Look. If you were a straight dude coming of age in the 1980's, you might not have talked about it, but chances are you spent a lot of time thinking about Madonna. Not as part of the cultural discourse that somehow always placed Madonna in the middle of the po-discourse Venn Diagram and which was mostly nonsense, but for other reasons. There's twenty seconds of video here which will help you understand.
So, yes. Madonna. By 1987 she was a marketing and musical force who decided to dabble in acting. Warner Bros., who was in the Madonna business and made both music and movies, said "sure, whatever". Madonna somehow landed on a script about a girl getting out of prison who has to prove she's innocent, and decided this would be the movie she'd make.
If catching lightning in a bottle is an unique combination of factors that come together and create a very special film, this is a mix of predictable hackery paired with an unprepared celebrity who doesn't know the difference between fame and talent needed to pull off a project.

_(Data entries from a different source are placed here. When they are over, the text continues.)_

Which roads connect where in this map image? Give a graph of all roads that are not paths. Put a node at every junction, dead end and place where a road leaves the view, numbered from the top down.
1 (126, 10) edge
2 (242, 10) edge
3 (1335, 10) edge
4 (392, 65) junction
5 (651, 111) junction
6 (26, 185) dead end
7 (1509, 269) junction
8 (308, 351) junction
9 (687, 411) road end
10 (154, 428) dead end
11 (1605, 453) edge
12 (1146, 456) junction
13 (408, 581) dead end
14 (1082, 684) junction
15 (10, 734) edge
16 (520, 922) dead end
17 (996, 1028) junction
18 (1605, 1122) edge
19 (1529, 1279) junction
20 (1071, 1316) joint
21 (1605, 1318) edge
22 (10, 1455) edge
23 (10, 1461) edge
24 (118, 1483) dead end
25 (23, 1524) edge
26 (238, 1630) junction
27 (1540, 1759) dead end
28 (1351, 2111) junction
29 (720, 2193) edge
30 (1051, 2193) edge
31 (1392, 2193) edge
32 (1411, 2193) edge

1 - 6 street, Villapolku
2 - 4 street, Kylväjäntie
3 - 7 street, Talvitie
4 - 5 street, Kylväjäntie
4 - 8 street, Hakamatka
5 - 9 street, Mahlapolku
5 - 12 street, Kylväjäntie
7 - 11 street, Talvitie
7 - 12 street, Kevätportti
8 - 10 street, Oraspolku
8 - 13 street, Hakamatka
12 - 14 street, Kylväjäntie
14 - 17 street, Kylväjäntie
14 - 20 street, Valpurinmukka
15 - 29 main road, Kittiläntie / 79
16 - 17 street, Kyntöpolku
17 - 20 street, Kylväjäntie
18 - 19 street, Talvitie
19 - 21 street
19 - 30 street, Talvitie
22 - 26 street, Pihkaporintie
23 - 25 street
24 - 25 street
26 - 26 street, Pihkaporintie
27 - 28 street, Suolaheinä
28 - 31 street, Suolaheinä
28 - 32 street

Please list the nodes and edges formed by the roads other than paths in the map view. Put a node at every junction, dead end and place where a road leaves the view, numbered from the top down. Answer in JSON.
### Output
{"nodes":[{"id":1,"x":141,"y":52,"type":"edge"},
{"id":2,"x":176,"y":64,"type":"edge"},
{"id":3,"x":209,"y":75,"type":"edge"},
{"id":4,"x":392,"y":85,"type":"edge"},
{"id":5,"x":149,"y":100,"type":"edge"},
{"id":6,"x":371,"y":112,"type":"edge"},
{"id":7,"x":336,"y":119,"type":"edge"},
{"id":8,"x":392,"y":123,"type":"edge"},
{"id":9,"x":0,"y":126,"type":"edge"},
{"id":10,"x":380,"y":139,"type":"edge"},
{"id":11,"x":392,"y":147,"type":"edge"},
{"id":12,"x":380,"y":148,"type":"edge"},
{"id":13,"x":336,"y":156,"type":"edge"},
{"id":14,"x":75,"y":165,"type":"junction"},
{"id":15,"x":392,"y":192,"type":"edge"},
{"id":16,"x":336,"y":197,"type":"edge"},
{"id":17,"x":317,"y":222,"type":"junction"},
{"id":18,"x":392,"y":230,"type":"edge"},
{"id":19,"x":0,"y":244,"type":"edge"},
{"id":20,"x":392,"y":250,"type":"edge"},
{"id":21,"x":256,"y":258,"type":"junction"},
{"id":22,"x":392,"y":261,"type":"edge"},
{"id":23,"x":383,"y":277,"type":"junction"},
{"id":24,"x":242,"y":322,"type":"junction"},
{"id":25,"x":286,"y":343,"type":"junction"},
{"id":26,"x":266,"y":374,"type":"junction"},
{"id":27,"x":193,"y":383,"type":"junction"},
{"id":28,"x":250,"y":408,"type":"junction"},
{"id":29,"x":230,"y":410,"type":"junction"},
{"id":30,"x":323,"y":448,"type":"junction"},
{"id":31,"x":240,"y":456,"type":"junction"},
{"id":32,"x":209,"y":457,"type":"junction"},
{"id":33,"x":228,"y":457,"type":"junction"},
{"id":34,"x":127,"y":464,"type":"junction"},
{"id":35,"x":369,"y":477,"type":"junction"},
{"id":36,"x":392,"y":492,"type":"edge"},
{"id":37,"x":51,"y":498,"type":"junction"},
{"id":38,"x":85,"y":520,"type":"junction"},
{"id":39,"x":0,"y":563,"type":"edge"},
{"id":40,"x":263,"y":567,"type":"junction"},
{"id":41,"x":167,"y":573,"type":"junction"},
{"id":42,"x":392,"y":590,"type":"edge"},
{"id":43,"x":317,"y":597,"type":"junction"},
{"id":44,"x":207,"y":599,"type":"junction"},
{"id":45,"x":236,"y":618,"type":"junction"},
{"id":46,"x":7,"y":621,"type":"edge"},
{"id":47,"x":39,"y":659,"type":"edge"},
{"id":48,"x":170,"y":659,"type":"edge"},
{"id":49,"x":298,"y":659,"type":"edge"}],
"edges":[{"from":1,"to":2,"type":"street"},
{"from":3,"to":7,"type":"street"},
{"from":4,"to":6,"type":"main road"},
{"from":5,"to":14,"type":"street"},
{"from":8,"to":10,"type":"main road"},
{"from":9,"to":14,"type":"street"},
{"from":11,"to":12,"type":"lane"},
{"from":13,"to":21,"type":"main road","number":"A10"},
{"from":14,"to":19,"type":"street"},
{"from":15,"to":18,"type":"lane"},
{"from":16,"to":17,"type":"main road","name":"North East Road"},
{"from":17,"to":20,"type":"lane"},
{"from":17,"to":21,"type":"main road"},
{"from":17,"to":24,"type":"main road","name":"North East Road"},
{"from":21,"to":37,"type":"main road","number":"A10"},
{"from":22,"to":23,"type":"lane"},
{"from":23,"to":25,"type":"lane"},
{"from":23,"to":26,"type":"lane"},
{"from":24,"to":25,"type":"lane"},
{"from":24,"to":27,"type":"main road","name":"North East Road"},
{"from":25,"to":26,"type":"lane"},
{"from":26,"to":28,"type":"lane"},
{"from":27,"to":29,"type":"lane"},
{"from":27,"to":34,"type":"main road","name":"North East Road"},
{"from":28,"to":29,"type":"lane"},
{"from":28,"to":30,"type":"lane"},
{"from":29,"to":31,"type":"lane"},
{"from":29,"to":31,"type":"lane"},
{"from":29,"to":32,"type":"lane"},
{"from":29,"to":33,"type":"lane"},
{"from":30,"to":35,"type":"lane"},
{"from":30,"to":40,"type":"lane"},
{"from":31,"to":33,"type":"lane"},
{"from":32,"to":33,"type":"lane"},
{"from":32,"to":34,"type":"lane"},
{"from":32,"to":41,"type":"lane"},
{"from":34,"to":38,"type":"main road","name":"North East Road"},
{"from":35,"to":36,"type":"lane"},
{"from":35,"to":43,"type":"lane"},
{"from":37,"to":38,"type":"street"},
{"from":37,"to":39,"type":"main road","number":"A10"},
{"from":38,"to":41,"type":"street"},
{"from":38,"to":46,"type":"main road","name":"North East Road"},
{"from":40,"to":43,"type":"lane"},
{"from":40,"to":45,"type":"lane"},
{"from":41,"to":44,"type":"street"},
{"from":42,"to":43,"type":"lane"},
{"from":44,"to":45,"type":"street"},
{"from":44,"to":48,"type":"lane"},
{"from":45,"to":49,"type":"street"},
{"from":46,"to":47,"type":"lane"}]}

Back in 2018, I recall a story breaking on the news about 12 Thai soccer players and their coach trapped in a cave that had been flooded by summer rains. I'm going to be completely candid: I heard the details and immediately tuned out the story afterwards. Everything I heard told me that this story would end with 12 dead children and a dead coach. And probably some rescue crew. In what seemed a bleak year (ha ha... how little we knew then!), signing myself up for updates on what seemed a deathwatch just seemed morbid.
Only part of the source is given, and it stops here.